Instructions to follow - Where a line of the data below has the string "dead", copy that line.

Segment Open

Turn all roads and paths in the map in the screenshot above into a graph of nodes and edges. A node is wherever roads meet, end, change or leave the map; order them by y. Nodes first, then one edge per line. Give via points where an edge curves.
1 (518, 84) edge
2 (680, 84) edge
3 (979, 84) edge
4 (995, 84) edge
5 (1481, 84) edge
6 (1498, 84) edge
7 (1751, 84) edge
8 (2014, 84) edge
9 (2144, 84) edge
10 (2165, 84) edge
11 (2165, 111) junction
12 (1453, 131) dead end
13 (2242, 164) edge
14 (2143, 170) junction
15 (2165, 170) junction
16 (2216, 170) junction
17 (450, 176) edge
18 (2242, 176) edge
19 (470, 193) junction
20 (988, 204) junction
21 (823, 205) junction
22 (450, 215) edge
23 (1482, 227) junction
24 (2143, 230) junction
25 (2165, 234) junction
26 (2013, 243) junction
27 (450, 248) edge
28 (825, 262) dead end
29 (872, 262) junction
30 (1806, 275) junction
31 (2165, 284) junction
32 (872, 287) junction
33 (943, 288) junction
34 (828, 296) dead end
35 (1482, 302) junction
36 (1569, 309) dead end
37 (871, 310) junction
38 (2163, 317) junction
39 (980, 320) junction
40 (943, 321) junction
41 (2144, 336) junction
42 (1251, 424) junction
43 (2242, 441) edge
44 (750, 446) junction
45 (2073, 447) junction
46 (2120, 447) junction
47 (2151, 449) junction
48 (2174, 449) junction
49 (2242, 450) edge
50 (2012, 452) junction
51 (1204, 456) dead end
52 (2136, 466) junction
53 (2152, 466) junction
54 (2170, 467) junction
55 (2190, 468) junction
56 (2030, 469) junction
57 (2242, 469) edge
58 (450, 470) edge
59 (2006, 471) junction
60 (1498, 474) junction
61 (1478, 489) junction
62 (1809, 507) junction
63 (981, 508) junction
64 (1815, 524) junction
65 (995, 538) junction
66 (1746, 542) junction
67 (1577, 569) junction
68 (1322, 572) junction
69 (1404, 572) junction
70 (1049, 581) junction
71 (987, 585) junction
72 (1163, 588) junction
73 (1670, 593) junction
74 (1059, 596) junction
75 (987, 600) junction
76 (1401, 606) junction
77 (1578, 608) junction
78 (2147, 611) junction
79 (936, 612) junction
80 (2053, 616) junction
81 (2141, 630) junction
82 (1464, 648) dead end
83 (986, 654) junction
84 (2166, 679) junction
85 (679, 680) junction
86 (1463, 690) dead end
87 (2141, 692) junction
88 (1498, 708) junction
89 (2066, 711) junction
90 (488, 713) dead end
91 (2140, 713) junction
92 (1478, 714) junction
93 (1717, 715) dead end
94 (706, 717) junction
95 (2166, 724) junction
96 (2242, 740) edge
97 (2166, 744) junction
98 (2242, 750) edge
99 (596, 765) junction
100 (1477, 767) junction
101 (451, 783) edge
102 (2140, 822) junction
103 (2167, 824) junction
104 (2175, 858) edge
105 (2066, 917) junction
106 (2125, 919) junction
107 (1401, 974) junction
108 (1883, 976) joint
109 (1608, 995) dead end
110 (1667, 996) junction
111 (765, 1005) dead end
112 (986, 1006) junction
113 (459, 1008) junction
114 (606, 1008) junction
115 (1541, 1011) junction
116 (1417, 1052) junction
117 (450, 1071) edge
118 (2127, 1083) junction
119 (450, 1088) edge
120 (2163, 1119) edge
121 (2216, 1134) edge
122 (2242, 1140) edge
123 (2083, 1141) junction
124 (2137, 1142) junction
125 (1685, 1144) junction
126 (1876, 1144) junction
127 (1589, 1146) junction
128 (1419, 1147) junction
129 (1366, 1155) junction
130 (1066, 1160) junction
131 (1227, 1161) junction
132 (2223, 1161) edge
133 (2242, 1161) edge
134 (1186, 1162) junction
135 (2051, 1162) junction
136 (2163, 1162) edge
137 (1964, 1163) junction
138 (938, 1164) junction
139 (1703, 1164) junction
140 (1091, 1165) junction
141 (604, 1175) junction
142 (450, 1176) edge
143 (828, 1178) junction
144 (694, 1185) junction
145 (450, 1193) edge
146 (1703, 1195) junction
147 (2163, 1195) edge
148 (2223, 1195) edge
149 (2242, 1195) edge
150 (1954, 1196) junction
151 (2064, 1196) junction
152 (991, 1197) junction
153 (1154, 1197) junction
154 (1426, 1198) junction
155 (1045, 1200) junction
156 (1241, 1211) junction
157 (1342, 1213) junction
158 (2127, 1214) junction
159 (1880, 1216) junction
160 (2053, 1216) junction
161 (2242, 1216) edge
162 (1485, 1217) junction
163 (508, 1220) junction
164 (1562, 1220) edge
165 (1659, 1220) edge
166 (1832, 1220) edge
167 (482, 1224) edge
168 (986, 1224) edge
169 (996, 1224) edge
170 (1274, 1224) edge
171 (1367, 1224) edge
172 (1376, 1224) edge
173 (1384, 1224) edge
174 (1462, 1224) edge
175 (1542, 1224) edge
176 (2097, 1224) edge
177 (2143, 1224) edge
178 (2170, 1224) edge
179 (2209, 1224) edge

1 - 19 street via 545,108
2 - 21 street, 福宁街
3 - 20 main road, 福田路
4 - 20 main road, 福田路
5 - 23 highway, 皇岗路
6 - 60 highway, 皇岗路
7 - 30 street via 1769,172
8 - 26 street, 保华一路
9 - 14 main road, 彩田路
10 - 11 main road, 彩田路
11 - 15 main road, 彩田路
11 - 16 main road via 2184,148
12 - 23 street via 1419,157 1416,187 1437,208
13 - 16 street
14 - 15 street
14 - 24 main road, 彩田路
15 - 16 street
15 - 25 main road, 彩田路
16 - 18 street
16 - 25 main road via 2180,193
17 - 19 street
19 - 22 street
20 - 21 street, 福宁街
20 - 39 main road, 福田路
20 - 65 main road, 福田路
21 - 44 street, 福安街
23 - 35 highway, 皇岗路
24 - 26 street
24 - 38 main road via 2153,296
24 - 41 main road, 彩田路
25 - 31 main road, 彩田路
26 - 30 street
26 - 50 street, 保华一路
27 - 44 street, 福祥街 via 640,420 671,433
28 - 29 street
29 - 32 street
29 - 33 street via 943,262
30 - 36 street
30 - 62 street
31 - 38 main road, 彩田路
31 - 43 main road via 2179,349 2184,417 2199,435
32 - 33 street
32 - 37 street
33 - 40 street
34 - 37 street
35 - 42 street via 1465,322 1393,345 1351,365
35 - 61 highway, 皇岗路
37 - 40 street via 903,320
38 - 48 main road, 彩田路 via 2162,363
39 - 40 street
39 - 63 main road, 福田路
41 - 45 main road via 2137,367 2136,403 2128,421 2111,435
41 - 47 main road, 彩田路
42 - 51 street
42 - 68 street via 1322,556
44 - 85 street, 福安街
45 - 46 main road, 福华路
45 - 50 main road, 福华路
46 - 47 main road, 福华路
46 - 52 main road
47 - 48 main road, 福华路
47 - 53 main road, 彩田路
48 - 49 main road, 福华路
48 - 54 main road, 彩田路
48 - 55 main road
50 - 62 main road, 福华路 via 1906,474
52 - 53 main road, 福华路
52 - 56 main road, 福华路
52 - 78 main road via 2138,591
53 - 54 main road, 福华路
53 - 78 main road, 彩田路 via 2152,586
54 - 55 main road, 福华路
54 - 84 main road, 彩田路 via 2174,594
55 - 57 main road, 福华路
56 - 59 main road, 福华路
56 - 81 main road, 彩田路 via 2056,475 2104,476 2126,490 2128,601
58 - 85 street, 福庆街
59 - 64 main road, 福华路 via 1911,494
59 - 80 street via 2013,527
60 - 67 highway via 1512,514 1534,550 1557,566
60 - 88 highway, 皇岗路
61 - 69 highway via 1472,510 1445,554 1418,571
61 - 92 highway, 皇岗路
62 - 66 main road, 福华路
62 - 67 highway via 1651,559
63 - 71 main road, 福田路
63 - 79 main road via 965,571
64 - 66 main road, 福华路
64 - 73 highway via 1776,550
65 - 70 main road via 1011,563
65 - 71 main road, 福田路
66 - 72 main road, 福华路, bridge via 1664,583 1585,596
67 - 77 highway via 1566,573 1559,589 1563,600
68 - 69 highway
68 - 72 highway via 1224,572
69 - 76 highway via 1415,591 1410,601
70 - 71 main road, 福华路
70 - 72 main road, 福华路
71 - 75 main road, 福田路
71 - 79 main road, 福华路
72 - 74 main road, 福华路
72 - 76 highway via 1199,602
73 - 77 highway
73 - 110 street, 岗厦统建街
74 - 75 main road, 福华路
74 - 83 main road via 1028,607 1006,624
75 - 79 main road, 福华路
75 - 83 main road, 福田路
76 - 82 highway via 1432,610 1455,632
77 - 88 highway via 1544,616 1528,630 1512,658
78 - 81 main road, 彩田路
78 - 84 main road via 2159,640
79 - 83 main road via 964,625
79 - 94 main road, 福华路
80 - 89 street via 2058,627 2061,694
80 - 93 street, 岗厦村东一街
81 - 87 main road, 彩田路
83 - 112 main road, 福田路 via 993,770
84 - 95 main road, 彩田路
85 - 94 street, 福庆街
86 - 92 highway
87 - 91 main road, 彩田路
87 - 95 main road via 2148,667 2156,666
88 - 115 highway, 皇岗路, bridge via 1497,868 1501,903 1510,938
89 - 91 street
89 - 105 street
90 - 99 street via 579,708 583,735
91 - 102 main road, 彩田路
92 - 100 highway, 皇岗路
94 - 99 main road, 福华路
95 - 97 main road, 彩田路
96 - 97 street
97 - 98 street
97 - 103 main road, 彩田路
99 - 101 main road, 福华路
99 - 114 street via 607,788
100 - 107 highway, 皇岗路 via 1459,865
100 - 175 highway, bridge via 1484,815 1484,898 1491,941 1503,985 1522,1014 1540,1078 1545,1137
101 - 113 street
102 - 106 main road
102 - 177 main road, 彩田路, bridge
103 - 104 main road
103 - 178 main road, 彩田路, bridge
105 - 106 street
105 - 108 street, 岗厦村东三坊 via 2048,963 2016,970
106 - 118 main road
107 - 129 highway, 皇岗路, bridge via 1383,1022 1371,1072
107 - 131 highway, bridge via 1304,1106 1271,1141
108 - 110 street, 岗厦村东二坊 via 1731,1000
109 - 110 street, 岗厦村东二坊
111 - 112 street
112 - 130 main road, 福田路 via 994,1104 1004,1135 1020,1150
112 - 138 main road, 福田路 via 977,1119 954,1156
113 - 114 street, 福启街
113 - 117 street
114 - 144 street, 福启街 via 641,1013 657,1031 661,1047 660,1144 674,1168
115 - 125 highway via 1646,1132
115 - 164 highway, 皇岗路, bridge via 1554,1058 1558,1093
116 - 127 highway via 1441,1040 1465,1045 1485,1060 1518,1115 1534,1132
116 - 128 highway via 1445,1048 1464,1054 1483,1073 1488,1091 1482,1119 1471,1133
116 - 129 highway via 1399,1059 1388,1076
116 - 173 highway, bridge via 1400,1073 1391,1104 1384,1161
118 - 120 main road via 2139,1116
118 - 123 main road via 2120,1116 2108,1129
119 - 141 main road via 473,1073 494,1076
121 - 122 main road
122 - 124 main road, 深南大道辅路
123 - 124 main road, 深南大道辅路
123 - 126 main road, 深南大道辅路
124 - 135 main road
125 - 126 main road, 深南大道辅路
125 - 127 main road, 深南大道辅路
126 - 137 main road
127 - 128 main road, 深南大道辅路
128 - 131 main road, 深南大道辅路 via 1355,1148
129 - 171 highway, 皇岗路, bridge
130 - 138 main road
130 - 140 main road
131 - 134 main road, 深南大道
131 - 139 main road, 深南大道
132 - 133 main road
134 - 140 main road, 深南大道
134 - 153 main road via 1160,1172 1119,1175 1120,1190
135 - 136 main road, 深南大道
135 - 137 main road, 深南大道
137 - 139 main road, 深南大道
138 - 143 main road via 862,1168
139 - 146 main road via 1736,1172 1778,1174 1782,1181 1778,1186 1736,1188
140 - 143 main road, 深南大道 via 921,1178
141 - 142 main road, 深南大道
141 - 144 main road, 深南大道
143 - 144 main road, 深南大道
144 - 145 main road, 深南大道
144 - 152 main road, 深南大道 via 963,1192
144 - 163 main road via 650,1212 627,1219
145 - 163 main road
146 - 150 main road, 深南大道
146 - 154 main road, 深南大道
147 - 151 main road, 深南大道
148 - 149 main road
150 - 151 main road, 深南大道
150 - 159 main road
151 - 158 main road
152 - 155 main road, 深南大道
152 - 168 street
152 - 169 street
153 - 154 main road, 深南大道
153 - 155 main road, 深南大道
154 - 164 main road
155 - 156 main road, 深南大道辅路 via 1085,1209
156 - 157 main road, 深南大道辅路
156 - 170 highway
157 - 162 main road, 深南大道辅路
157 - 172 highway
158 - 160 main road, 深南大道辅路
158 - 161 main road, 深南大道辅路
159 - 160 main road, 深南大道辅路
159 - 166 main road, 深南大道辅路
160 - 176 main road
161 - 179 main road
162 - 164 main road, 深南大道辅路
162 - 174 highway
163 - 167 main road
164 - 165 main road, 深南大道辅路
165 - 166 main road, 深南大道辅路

Segment Closed

Answer section -
12 (1453, 131) dead end
28 (825, 262) dead end
34 (828, 296) dead end
36 (1569, 309) dead end
51 (1204, 456) dead end
82 (1464, 648) dead end
86 (1463, 690) dead end
90 (488, 713) dead end
93 (1717, 715) dead end
109 (1608, 995) dead end
111 (765, 1005) dead end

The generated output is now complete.